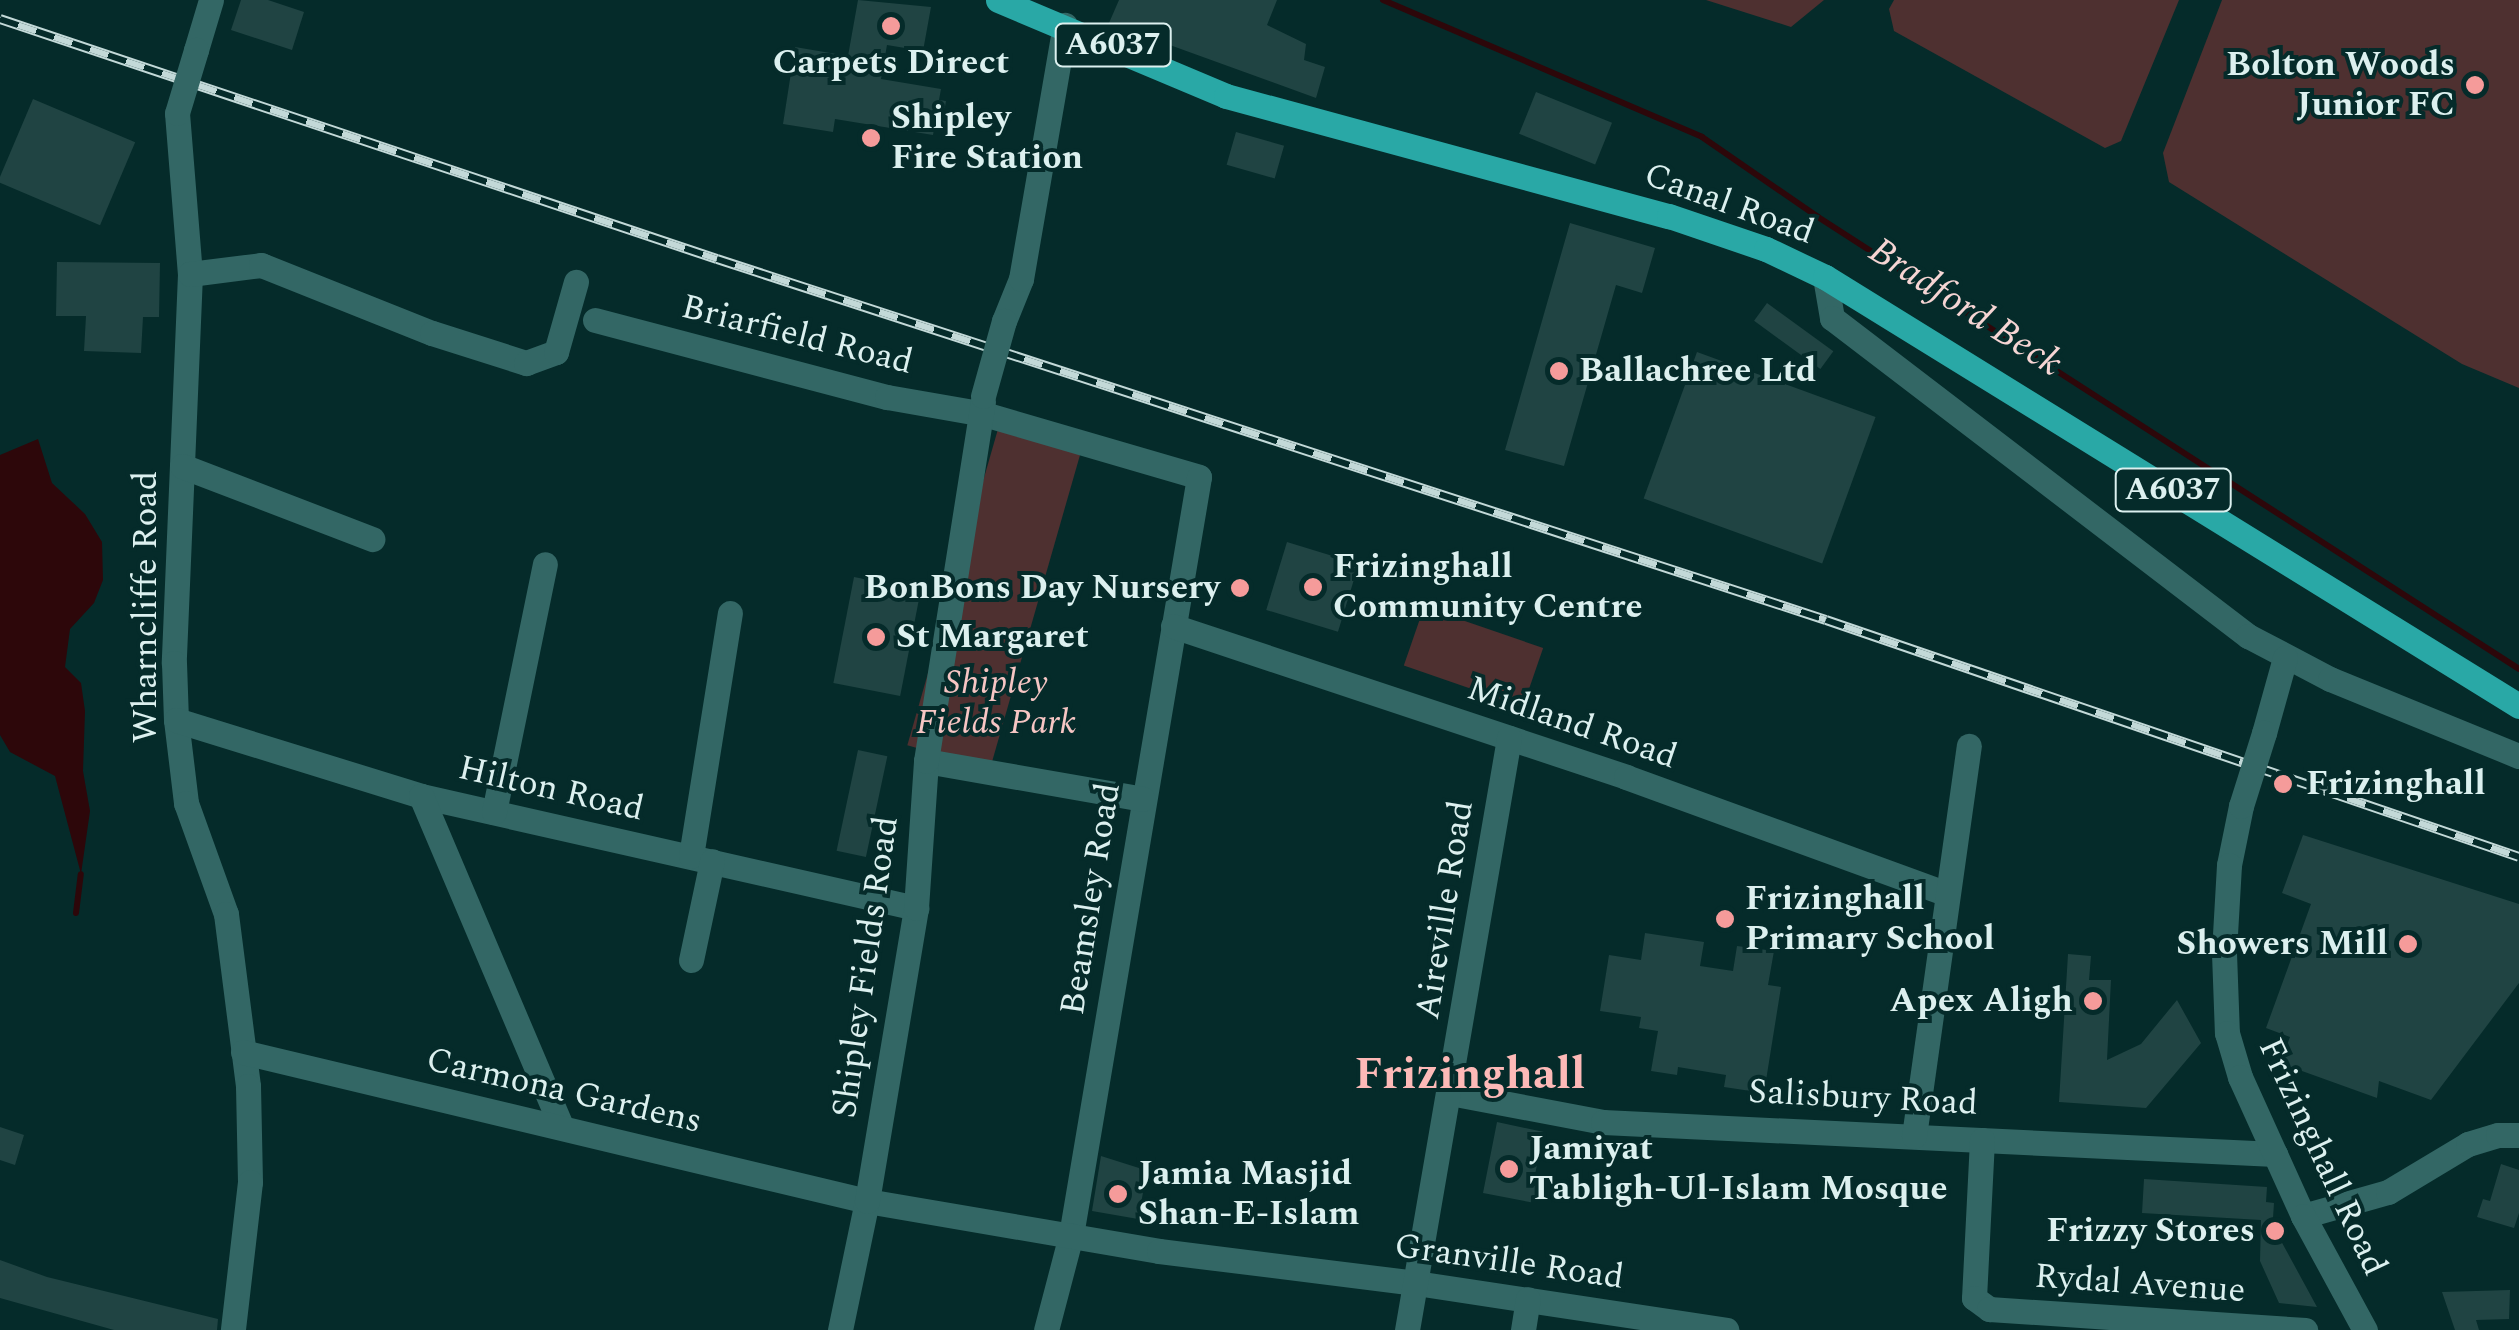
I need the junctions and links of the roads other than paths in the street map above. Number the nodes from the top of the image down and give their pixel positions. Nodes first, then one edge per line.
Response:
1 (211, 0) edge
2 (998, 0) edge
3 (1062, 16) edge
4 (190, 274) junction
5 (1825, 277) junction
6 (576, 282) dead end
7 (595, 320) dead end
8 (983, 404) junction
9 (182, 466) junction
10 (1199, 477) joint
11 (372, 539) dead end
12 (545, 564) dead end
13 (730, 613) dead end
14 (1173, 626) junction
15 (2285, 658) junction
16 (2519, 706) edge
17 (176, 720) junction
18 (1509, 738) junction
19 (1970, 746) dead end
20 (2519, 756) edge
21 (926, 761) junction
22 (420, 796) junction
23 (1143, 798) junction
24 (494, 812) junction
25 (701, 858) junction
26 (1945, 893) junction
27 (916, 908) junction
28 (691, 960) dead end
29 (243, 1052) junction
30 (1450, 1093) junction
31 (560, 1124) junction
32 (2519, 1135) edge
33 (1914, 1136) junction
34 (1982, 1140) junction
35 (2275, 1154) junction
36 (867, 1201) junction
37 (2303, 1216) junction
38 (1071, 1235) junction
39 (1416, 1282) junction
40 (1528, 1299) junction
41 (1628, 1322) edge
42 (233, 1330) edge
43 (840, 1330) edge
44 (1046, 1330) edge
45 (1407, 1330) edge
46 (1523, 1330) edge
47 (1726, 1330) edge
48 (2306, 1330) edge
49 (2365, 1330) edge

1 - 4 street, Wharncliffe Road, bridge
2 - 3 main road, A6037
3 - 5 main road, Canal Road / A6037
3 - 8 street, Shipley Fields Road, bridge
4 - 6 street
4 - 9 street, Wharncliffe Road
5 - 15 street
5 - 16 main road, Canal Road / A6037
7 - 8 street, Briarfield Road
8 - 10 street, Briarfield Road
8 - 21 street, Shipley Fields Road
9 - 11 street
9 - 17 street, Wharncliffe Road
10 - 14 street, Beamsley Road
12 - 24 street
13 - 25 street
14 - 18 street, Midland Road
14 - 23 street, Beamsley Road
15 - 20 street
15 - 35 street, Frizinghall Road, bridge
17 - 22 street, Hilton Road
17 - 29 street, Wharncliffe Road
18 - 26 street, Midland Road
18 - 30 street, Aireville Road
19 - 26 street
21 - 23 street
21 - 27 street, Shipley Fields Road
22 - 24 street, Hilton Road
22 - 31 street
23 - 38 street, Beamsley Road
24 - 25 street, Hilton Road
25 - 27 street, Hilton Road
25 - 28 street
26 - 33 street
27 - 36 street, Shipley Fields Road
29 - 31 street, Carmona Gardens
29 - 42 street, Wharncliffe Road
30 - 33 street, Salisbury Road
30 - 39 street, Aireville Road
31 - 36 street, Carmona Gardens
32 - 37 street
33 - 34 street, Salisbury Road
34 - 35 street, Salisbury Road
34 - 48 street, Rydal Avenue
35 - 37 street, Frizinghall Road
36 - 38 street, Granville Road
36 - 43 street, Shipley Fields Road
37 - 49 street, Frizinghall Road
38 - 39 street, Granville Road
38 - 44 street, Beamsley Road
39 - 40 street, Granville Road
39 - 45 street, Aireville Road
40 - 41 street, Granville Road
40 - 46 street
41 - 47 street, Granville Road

- Aim of the task
Reproduce the records above exactly, leaving out every picture they contain.

- Completed exercise
I need the junctions and links of the roads other than paths in the street map above. Number the nodes from the top of the image down and give their pixel positions. Nodes first, then one edge per line.
Response:
1 (211, 0) edge
2 (998, 0) edge
3 (1062, 16) edge
4 (190, 274) junction
5 (1825, 277) junction
6 (576, 282) dead end
7 (595, 320) dead end
8 (983, 404) junction
9 (182, 466) junction
10 (1199, 477) joint
11 (372, 539) dead end
12 (545, 564) dead end
13 (730, 613) dead end
14 (1173, 626) junction
15 (2285, 658) junction
16 (2519, 706) edge
17 (176, 720) junction
18 (1509, 738) junction
19 (1970, 746) dead end
20 (2519, 756) edge
21 (926, 761) junction
22 (420, 796) junction
23 (1143, 798) junction
24 (494, 812) junction
25 (701, 858) junction
26 (1945, 893) junction
27 (916, 908) junction
28 (691, 960) dead end
29 (243, 1052) junction
30 (1450, 1093) junction
31 (560, 1124) junction
32 (2519, 1135) edge
33 (1914, 1136) junction
34 (1982, 1140) junction
35 (2275, 1154) junction
36 (867, 1201) junction
37 (2303, 1216) junction
38 (1071, 1235) junction
39 (1416, 1282) junction
40 (1528, 1299) junction
41 (1628, 1322) edge
42 (233, 1330) edge
43 (840, 1330) edge
44 (1046, 1330) edge
45 (1407, 1330) edge
46 (1523, 1330) edge
47 (1726, 1330) edge
48 (2306, 1330) edge
49 (2365, 1330) edge

1 - 4 street, Wharncliffe Road, bridge
2 - 3 main road, A6037
3 - 5 main road, Canal Road / A6037
3 - 8 street, Shipley Fields Road, bridge
4 - 6 street
4 - 9 street, Wharncliffe Road
5 - 15 street
5 - 16 main road, Canal Road / A6037
7 - 8 street, Briarfield Road
8 - 10 street, Briarfield Road
8 - 21 street, Shipley Fields Road
9 - 11 street
9 - 17 street, Wharncliffe Road
10 - 14 street, Beamsley Road
12 - 24 street
13 - 25 street
14 - 18 street, Midland Road
14 - 23 street, Beamsley Road
15 - 20 street
15 - 35 street, Frizinghall Road, bridge
17 - 22 street, Hilton Road
17 - 29 street, Wharncliffe Road
18 - 26 street, Midland Road
18 - 30 street, Aireville Road
19 - 26 street
21 - 23 street
21 - 27 street, Shipley Fields Road
22 - 24 street, Hilton Road
22 - 31 street
23 - 38 street, Beamsley Road
24 - 25 street, Hilton Road
25 - 27 street, Hilton Road
25 - 28 street
26 - 33 street
27 - 36 street, Shipley Fields Road
29 - 31 street, Carmona Gardens
29 - 42 street, Wharncliffe Road
30 - 33 street, Salisbury Road
30 - 39 street, Aireville Road
31 - 36 street, Carmona Gardens
32 - 37 street
33 - 34 street, Salisbury Road
34 - 35 street, Salisbury Road
34 - 48 street, Rydal Avenue
35 - 37 street, Frizinghall Road
36 - 38 street, Granville Road
36 - 43 street, Shipley Fields Road
37 - 49 street, Frizinghall Road
38 - 39 street, Granville Road
38 - 44 street, Beamsley Road
39 - 40 street, Granville Road
39 - 45 street, Aireville Road
40 - 41 street, Granville Road
40 - 46 street
41 - 47 street, Granville Road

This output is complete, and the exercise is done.